● **What you will do**: In the entries below, find the lines with the word "Left" and copy them.

*** Excerpted data Section Begins ***

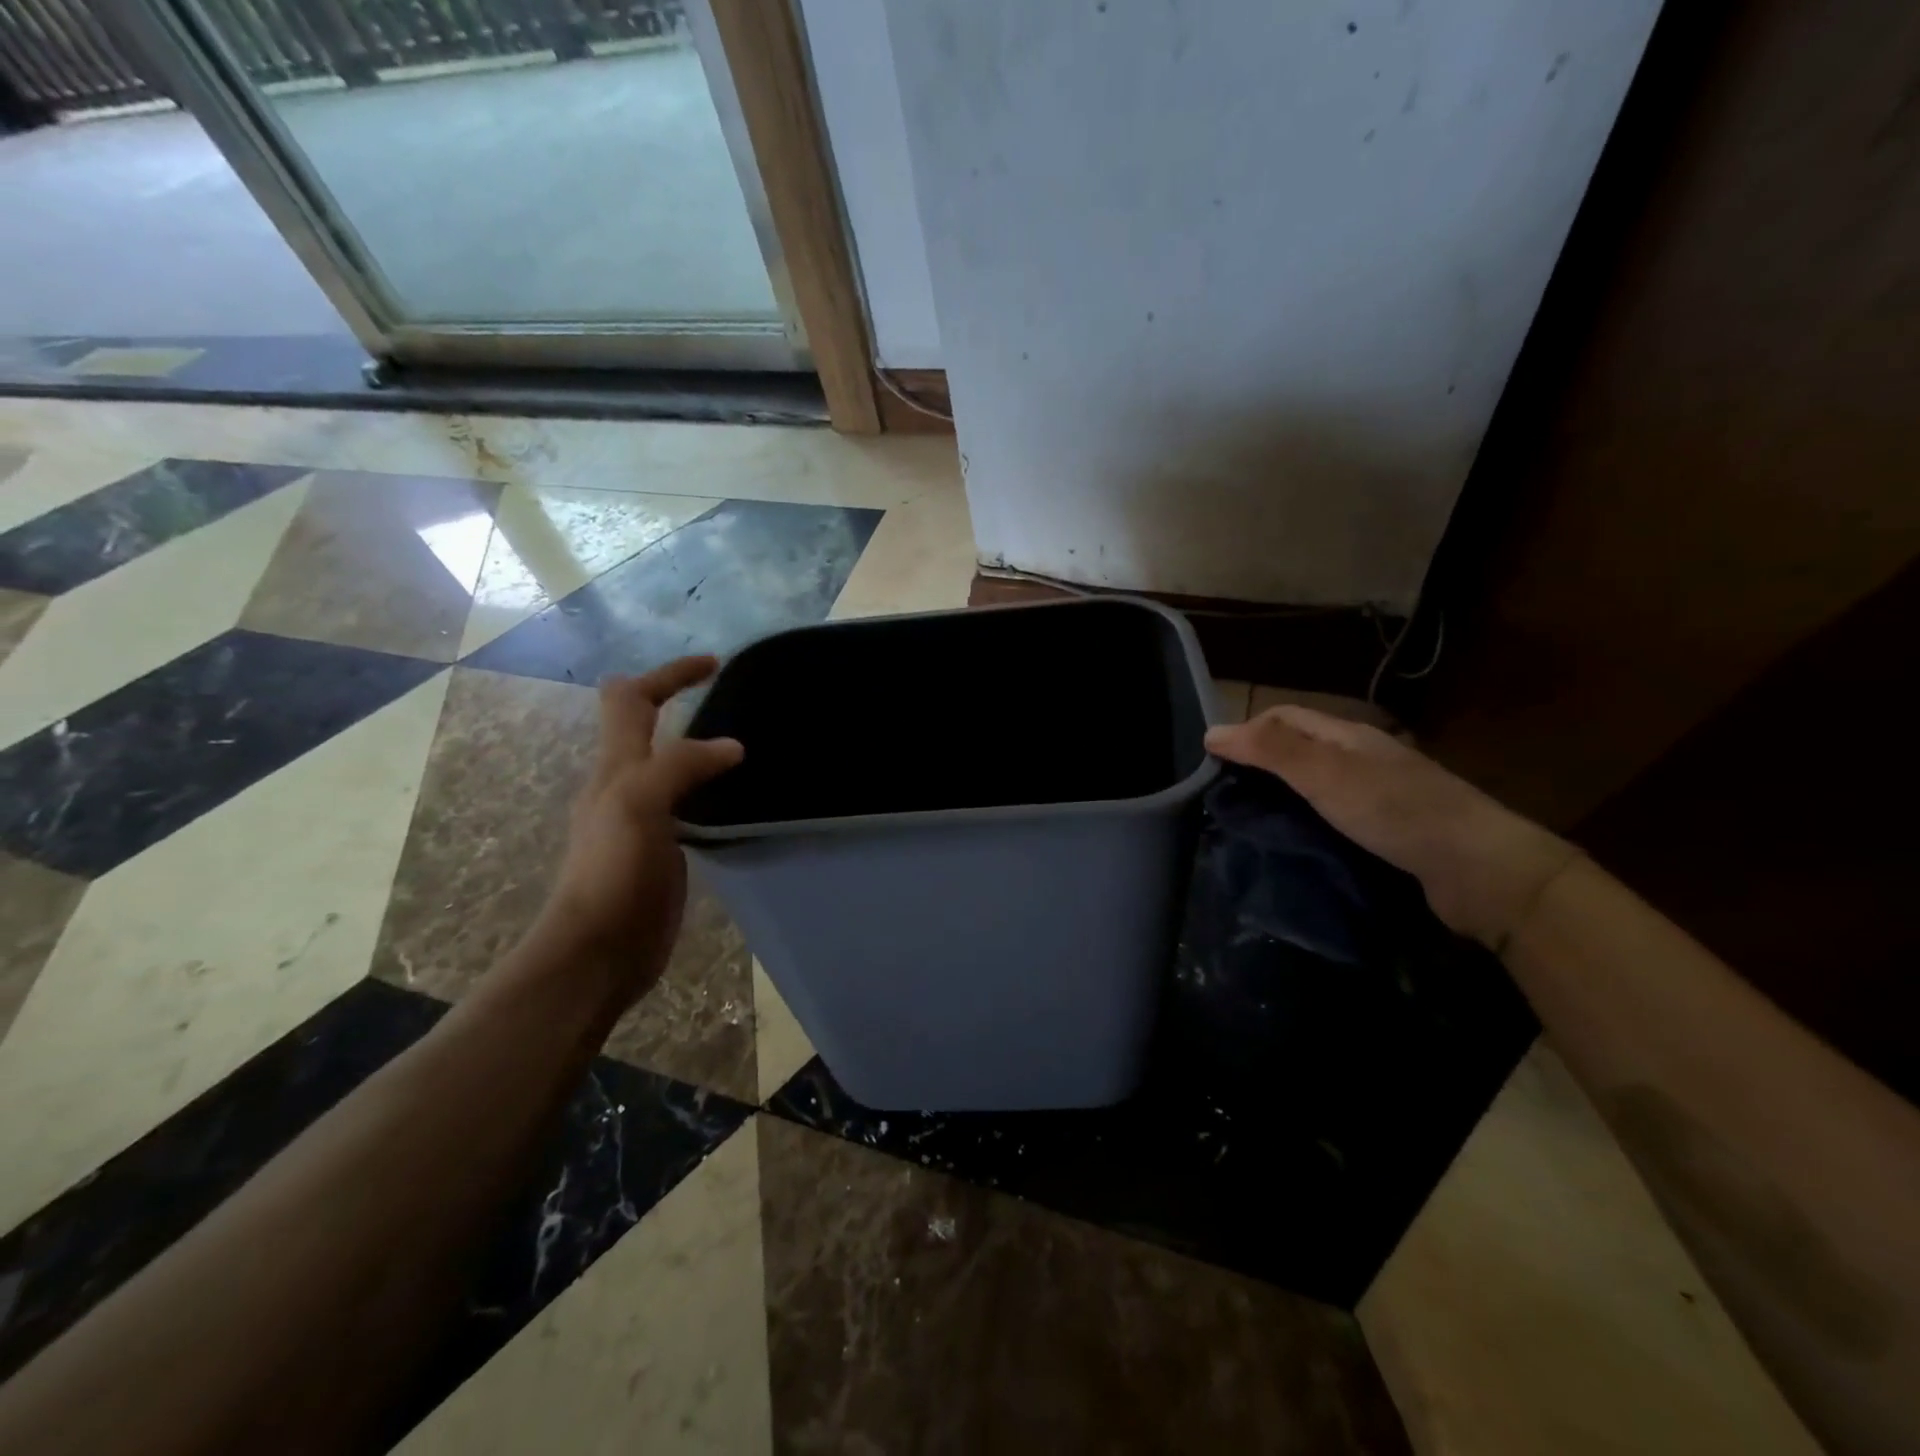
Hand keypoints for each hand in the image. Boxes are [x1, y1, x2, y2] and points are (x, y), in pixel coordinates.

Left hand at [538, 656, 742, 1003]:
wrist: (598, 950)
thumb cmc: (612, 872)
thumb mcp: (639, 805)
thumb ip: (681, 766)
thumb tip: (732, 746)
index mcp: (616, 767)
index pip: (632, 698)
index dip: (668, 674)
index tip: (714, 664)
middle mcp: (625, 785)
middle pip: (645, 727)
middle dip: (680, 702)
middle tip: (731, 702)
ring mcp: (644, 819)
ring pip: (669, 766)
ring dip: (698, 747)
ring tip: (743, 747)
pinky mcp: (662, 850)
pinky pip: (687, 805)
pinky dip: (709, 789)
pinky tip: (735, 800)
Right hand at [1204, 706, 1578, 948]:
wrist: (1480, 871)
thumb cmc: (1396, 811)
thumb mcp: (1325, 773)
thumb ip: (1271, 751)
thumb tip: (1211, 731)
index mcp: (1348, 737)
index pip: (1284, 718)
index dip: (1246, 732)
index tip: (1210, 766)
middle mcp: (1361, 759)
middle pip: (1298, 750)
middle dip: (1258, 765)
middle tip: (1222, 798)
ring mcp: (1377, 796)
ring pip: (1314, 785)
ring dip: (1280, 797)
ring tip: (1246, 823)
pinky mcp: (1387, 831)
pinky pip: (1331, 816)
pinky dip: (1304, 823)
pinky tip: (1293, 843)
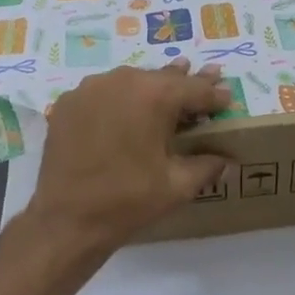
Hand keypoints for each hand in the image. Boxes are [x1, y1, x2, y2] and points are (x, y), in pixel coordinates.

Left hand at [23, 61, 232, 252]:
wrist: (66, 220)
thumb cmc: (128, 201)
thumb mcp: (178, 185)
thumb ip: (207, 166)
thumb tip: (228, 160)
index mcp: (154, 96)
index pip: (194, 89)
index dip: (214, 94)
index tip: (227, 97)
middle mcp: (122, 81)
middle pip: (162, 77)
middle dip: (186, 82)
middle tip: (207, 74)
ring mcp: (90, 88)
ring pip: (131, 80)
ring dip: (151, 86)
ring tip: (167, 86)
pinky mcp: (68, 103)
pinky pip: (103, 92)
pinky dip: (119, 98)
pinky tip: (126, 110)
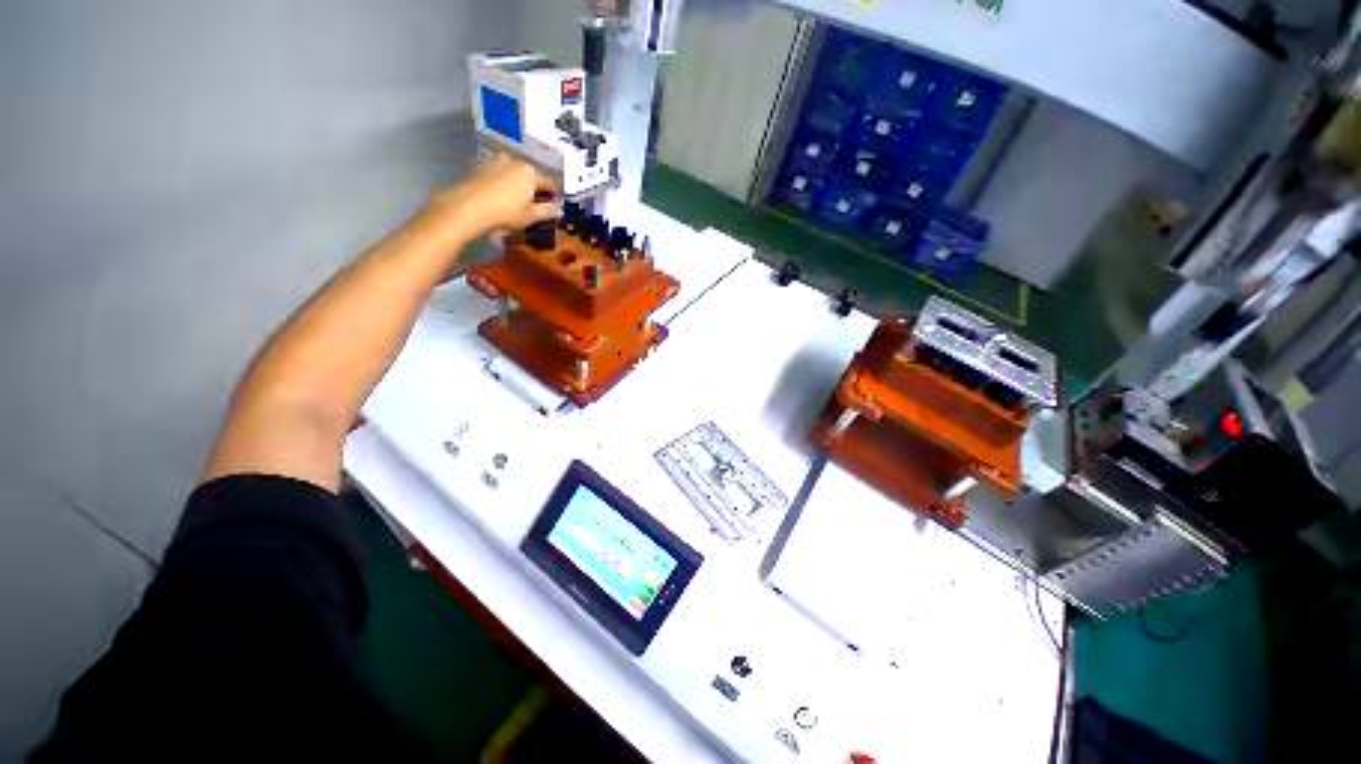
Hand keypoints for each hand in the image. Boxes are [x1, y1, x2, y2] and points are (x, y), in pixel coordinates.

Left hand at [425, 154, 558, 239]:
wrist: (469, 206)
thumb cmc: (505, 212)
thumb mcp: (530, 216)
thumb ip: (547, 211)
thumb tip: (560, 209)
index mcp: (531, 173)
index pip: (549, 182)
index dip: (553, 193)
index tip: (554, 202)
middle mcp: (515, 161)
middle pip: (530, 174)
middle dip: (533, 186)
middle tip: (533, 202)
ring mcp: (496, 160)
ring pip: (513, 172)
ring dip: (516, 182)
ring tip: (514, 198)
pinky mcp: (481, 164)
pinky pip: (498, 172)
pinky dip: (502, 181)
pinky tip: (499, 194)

*** Excerpted data Section Ends ***

● **Task response**:
Left hand at [538, 656, 742, 1003]:
Left hand at [23, 61, 232, 252]:
Left hand at [425, 154, 558, 239]:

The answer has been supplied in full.